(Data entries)
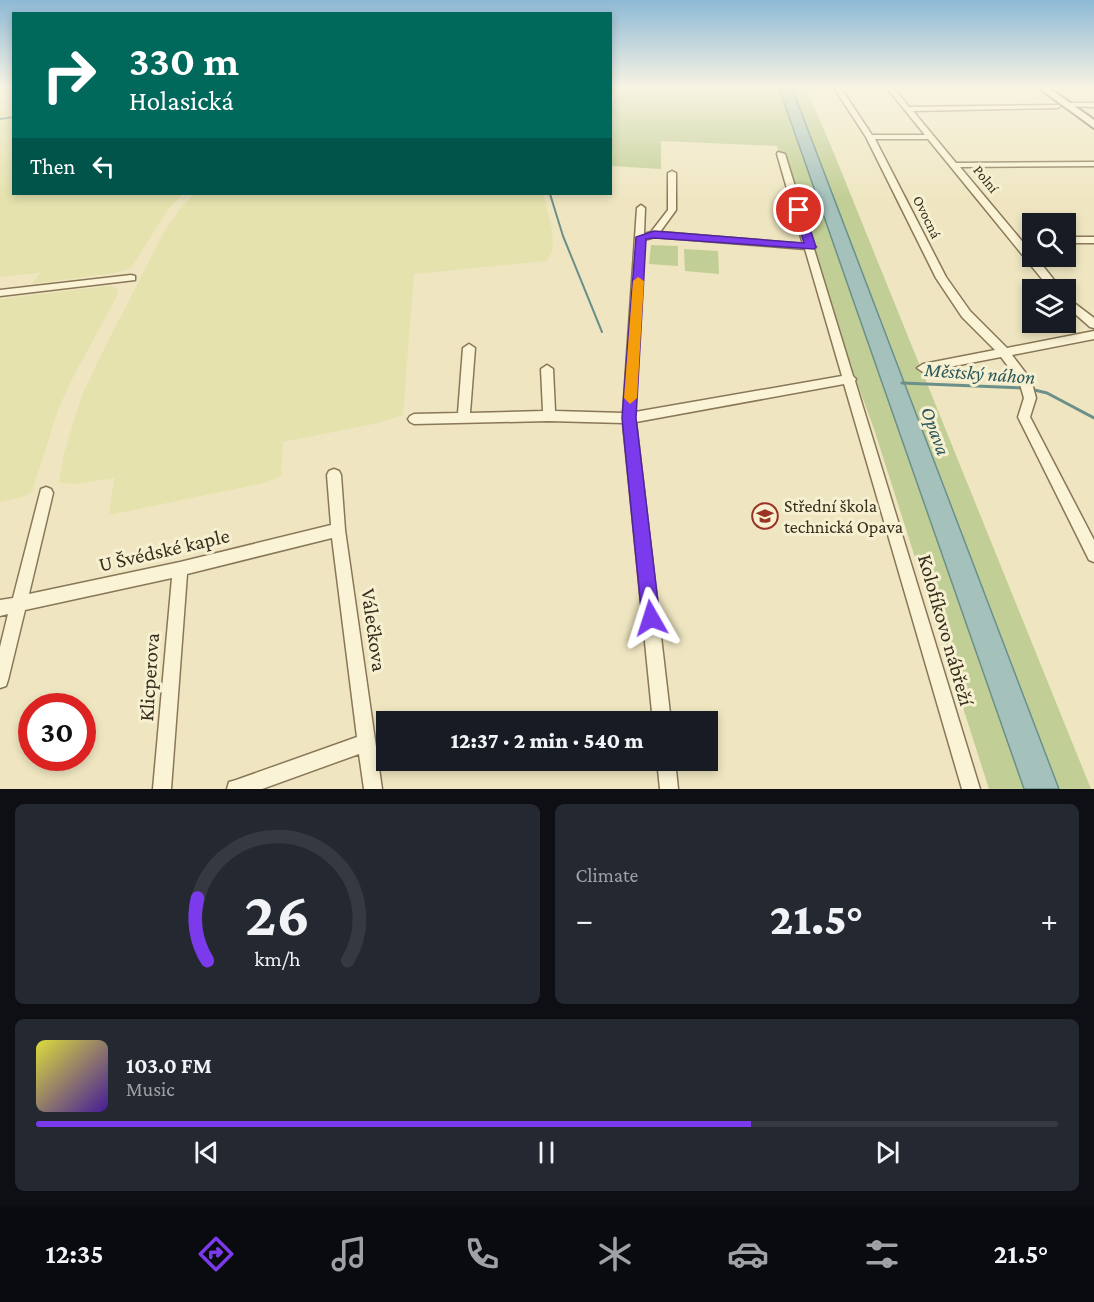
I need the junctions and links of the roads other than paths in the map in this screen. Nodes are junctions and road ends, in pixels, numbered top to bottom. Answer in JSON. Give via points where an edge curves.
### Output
{"nodes":[{"id":1,"x":862,"y":125,"type":"edge"},
{"id":2,"x":921,"y":125,"type":"edge"},
{"id":3,"x":870,"y":137,"type":"junction"},
{"id":4,"x":932,"y":138,"type":"junction"},
{"id":5,"x":782,"y":154,"type":"dead end"},
{"id":6,"x":1094,"y":164,"type":"edge"},
{"id":7,"x":954,"y":165,"type":"junction"},
{"id":8,"x":672,"y":173,"type":"dead end"},
{"id":9,"x":641,"y":208,"type":"dead end"},
{"id":10,"x":647,"y":236,"type":"junction"},
{"id":11,"x":1076,"y":240,"type":"edge"},
{"id":12,"x":1094,"y":240,"type":"edge"},
{"id":13,"x":1016,"y":241,"type":"junction"},
{"id":14,"x":1022,"y":241,"type":"edge"},
{"id":15,"x":811,"y":247,"type":"junction"},
{"id":16,"x":131,"y":278,"type":"dead end"},
{"id":17,"x":1048,"y":279,"type":"edge"},
{"id":18,"x":0,"y":293,"type":"edge"},
{"id":19,"x":1076,"y":308,"type":"edge"},
{"id":20,"x":1094,"y":324,"type":"edge"},
{"id":21,"x":1094,"y":335,"type":"edge"},
{"id":22,"x":469,"y":348,"type":"dead end"},
{"id":23,"x":1003,"y":351,"type":"junction"},
{"id":24,"x":923,"y":368,"type":"dead end"},
{"id":25,"x":547,"y":369,"type":"dead end"},
{"id":26,"x":850,"y":379,"type":"junction"},
{"id":27,"x":549,"y":416,"type":"junction"},
{"id":28,"x":464,"y":417,"type":"junction"},
{"id":29,"x":629,"y":418,"type":"junction"},
{"id":30,"x":414,"y":419,"type":"dead end"},
{"id":31,"x":334,"y":476,"type":"dead end"},
{"id":32,"x":46,"y":494,"type":"dead end"},
{"id":33,"x":338,"y":530,"type":"junction"},
{"id":34,"x":1094,"y":555,"type":"edge"},
{"id":35,"x":180,"y":569,"type":"junction"},
{"id":36,"x":19,"y":604,"type":"junction"},
{"id":37,"x":0,"y":608,"type":"edge"},
{"id":38,"x":0,"y":680,"type":"edge"},
{"id":39,"x":661,"y":711,"type":"edge"},
{"id":40,"x":366,"y":743,"type":"junction"},
{"id":41,"x":667,"y":771,"type":"edge"},
{"id":42,"x":162,"y":789,"type":"edge"},
{"id":43,"x":236,"y":789,"type":"edge"},
{"id":44,"x":373,"y":789,"type":"edge"},
{"id":45,"x":669,"y":789,"type":"edge"},
{"id":46,"x":972,"y":789,"type":"edge"}],
"edges":[{"from":1,"to":3,"type":"street","name":"Ovocná"},
{"from":2,"to":4,"type":"street","name":"Polní"},
{"from":3,"to":4,"type":"street"},
{"from":3,"to":23,"type":"street","name":"Ovocná","via":[[941,278],[966,314]]},
{"from":4,"to":7,"type":"street","name":"Polní"},
{"from":5,"to":15,"type":"street","name":"Kolofíkovo nábřeží"},
{"from":6,"to":7,"type":"street"},
{"from":7,"to":13,"type":"street","name":"Polní"},
{"from":8,"to":10,"type":"street","via":[[672,210]]},
{"from":9,"to":10,"type":"street"},
{"from":10,"to":15,"type":"street"},
{"from":10,"to":29,"type":"street"},
{"from":11,"to":12,"type":"street"},
{"from":13,"to":14,"type":"street"},
{"from":13,"to":17,"type":"street","name":"Polní"},
{"from":15,"to":26,"type":"street","name":"Kolofíkovo nábřeží"},
{"from":16,"to":18,"type":"street"},
{"from":19,"to":20,"type":"street"},
{"from":21,"to":23,"type":"street"},
{"from":22,"to":28,"type":"street"},
{"from":23,"to":24,"type":"street"},
{"from":23,"to":34,"type":"street","name":"Ovocná","via":[[1025,380],[1030,398],[1024,417]]},
{"from":25,"to":27,"type":"street"},
{"from":26,"to":29,"type":"street"},
{"from":26,"to":46,"type":"street","name":"Kolofíkovo nábřeží"},
{"from":27,"to":28,"type":"street"},
{"from":27,"to":29,"type":"street"},
{"from":28,"to":30,"type":"street"},
{"from":29,"to":39,"type":"street"},
{"from":31,"to":33,"type":"street","name":"Válečkova"},
{"from":32,"to":36,"type":"street"},
{"from":33,"to":35,"type":"street","name":"U Švédské kaple"},
{"from":33,"to":40,"type":"street","name":"Válečkova"},
{"from":35,"to":36,"type":"street","name":"U Švédské kaple"},
{"from":35,"to":42,"type":"street","name":"Klicperova"},
{"from":36,"to":37,"type":"street","name":"U Švédské kaple"},
{"from":36,"to":38,"type":"street"},
{"from":40,"to":43,"type":"street"},
{"from":40,"to":44,"type":"street","name":"Válečkova"},
{"from":41,"to":45,"type":"street"}]}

▶ Task statement
Search the records for the word "Polní". Copy each line where it appears.

▶ Exercise solution
{"from":2,"to":4,"type":"street","name":"Polní"},
{"from":4,"to":7,"type":"street","name":"Polní"},
{"from":7,"to":13,"type":"street","name":"Polní"},
{"from":13,"to":17,"type":"street","name":"Polní"},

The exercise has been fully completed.